(Instructions for the task): Each line of the data has to be written out again exactly as shown.

------ Provided records ------

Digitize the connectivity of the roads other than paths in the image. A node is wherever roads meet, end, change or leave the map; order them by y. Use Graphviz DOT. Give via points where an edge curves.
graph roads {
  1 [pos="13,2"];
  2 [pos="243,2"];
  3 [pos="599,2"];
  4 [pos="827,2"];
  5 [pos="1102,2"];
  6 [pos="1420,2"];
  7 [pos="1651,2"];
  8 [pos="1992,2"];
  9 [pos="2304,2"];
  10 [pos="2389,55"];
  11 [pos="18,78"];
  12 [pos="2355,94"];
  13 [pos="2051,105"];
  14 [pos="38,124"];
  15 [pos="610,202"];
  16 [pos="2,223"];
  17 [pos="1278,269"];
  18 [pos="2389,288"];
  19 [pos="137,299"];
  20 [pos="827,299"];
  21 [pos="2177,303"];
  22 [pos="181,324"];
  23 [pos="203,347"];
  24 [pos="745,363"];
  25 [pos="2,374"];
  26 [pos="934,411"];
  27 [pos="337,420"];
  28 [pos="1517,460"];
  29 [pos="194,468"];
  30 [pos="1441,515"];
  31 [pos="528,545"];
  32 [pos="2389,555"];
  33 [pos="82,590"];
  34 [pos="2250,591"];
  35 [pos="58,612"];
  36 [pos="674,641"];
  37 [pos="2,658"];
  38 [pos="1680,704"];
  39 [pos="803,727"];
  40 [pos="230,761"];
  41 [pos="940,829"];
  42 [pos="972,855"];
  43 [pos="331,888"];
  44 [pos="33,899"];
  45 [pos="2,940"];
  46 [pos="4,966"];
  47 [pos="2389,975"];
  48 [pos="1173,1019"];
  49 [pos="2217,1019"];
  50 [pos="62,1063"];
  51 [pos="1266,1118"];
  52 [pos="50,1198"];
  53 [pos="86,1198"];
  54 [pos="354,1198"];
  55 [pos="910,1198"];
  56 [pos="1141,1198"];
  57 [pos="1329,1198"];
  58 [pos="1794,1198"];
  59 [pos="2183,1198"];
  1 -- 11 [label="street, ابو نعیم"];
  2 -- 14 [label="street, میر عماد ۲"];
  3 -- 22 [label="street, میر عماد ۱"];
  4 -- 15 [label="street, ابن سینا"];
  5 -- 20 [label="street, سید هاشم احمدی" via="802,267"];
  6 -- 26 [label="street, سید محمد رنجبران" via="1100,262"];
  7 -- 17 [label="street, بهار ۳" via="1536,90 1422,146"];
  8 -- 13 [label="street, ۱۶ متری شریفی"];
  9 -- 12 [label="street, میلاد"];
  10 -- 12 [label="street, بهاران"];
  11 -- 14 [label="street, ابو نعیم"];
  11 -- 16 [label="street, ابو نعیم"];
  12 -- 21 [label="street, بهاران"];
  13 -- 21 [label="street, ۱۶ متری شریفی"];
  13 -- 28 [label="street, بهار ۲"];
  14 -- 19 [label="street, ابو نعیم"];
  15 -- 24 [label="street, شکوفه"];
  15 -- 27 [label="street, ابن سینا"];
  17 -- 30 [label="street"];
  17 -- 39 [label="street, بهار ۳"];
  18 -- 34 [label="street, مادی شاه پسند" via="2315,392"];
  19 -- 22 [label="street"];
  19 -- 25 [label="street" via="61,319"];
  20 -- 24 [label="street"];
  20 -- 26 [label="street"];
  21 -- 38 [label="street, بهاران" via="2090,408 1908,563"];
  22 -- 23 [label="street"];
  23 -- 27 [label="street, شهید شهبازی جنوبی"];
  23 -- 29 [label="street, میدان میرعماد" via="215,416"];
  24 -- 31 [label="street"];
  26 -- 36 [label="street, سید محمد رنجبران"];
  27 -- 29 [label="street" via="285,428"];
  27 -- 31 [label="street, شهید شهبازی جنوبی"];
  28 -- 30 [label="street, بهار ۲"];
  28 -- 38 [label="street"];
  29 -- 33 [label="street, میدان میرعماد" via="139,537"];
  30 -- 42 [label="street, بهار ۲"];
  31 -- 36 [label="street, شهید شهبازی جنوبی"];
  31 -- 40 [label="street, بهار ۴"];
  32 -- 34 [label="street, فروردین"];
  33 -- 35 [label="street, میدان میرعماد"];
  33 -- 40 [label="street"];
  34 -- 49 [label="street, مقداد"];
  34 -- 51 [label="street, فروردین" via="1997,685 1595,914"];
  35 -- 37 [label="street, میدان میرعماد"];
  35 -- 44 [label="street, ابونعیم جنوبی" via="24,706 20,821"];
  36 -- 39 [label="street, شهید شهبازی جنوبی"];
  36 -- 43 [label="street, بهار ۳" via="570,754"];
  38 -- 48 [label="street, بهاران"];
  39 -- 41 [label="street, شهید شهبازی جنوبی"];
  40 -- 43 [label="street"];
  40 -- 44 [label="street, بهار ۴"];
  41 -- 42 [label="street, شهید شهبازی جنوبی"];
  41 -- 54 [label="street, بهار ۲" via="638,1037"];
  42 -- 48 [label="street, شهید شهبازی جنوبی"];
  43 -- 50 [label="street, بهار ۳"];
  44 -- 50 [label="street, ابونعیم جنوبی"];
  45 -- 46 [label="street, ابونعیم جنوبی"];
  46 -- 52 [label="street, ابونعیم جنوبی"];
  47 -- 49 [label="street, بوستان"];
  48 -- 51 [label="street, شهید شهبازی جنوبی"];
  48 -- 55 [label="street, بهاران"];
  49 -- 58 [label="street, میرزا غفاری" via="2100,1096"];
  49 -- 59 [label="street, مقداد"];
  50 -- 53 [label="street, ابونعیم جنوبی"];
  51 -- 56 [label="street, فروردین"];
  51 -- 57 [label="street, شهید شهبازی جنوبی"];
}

------

(Answer section):
Digitize the connectivity of the roads other than paths in the image. A node is wherever roads meet, end, change or leave the map; order them by y. Use Graphviz DOT. Give via points where an edge curves.
graph roads {
  1 [pos="13,2"];
  2 [pos="243,2"];
  3 [pos="599,2"];
  4 [pos="827,2"];
  5 [pos="1102,2"];
  6 [pos="1420,2"];
  7 [pos="1651,2"];
  8 [pos="1992,2"];
  9 [pos="2304,2"];
  10 [pos="2389,55"];
  11 [pos="18,78"];
  12 [pos="2355,94"];
  13 [pos="2051,105"];
  14 [pos="38,124"];
  15 [pos="610,202"];
  16 [pos="2,223"];
  17 [pos="1278,269"];
  18 [pos="2389,288"];
  19 [pos="137,299"];
  20 [pos="827,299"];
  21 [pos="2177,303"];
  22 [pos="181,324"];
  23 [pos="203,347"];
  24 [pos="745,363"];
  25 [pos="2,374"];
  26 [pos="934,411"];
  27 [pos="337,420"];
  28 [pos="1517,460"];
  29 [pos="194,468"];
  30 [pos="1441,515"];
  31 [pos="528,545"];
  32 [pos="2389,555"];
  33 [pos="82,590"];
  34 [pos="2250,591"];
  35 [pos="58,612"];
  36 [pos="674,641"];
  37 [pos="2,658"];
  38 [pos="1680,704"];
  39 [pos="803,727"];
  40 [pos="230,761"];
  41 [pos="940,829"];
  42 [pos="972,855"];
  43 [pos="331,888"];
  44 [pos="33,899"];
  45 [pos="2,940"];
  46 [pos="4,966"];
  47 [pos="2389,975"];
  48 [pos="1173,1019"];
  49 [pos="2217,1019"];
  50 [pos="62,1063"];
  51 [pos="1266,1118"];
  52 [pos="50,1198"];
  53 [pos="86,1198"];
  54 [pos="354,1198"];
  55 [pos="910,1198"];
  56 [pos="1141,1198"];
  57 [pos="1329,1198"];
  58 [pos="1794,1198"];
  59 [pos="2183,1198"];
  1 -- 11 [label="street, ابو نعیم"];
  2 -- 14 [label="street, میر عماد ۲"];
  3 -- 22 [label="street, میر عماد ۱"];
  4 -- 15 [label="street, ابن سینا"];
  5 -- 20 [label="street, سید هاشم احمدی" via="802,267"];
  6 -- 26 [label="street, سید محمد رنجبران" via="1100,262"];
  7 -- 17 [label="street, بهار ۳" via="1536,90 1422,146"];
  8 -- 13 [label="street, ۱۶ متری شریفی"];
  9 -- 12 [label="street, میلاد"];
  10 -- 12 [label="street, بهاران"];
  11 -- 14 [label="street, ابو نعیم"];
  11 -- 16 [label="street, ابو نعیم"];
  12 -- 21 [label="street, بهاران"];
  13 -- 21 [label="street, ۱۶ متری شریفی"];
  13 -- 28 [label="street, بهار ۲"];
  14 -- 19 [label="street, ابو نعیم"];
  15 -- 24 [label="street, شکوفه"];
  15 -- 27 [label="street, ابن سینا"];
  17 -- 30 [label="street"];
  17 -- 39 [label="street, بهار ۳"];
  18 -- 34 [label="street, مادی شاه پسند" via="2315,392"];
  19 -- 22 [label="street"];
  19 -- 25 [label="street" via="61,319"];
  20 -- 24 [label="street"];
  20 -- 26 [label="street"];
  21 -- 38 [label="street, بهاران" via="2090,408 1908,563"];
  22 -- 23 [label="street"];
  23 -- 27 [label="street, شهید شهبازی جنوبی"];
  23 -- 29 [label="street, میدان میرعماد" via="215,416"];
  24 -- 31 [label="street"];
  26 -- 36 [label="street, سید محمد رنجبران"];
  27 -- 29 [label="street" via="285,428"];
  27 -- 31 [label="street, شهید شهبازی جنوبی"];
  28 -- 30 [label="street, بهار ۲"];
  28 -- 38 [label="street"];
  29 -- 33 [label="street, میدان میرعماد" via="139,537"];
  30 -- 42 [label="street, بهار ۲"];
  31 -- 36 [label="street, شهید شهبازی جنوبی"];
  31 -- 40 [label="street, بهار ۴"];
  32 -- 34 [label="street, فروردین"];
  33 -- 35 [label="street, میدان میرعماد"];
  33 -- 40 [label="street"];
  34 -- 49 [label="street, مقداد"];
  34 -- 51 [label="street, فروردین" via="1997,685 1595,914"];
  35 -- 37 [label="street, میدان میرعماد"];
  35 -- 44 [label="street, ابونعیم جنوبی" via="24,706 20,821"];
  36 -- 39 [label="street, شهید شهبازی جنوبی"];
  36 -- 43 [label="street, بهار ۳" via="570,754"];
  38 -- 48 [label="street, بهاران"];
  39 -- 41 [label="street, شهید شهبازی جنوبی"];
  40 -- 43 [label="street"];
  40 -- 44 [label="street, بهار ۴"];
  41 -- 42 [label="street, شهید شهبازی جنوبی"];
  41 -- 54 [label="street, بهار ۲" via="638,1037"];
  42 -- 48 [label="street, شهید شهبازی جنوبی"];
  43 -- 50 [label="street, بهار ۳"];
  44 -- 50 [label="street, ابونعیم جنوبی"];
  45 -- 46 [label="street, ابونعیم جنوبی"];
  46 -- 52 [label="street, ابونعیم جنوبی"];
  47 -- 49 [label="street, بوستان"];
  48 -- 51 [label="street, شهید شهبازی جنوبی"];
  48 -- 55 [label="street, بهاران"];
  49 -- 58 [label="street, میرزا غفاری" via="2100,1096"];
  49 -- 59 [label="street, مقداد"];
  50 -- 53 [label="street, ابونعیم جنوبی"];
  51 -- 56 [label="street, فروردین"];
  51 -- 57 [label="street, شهید شهبازی جنوبی"];
}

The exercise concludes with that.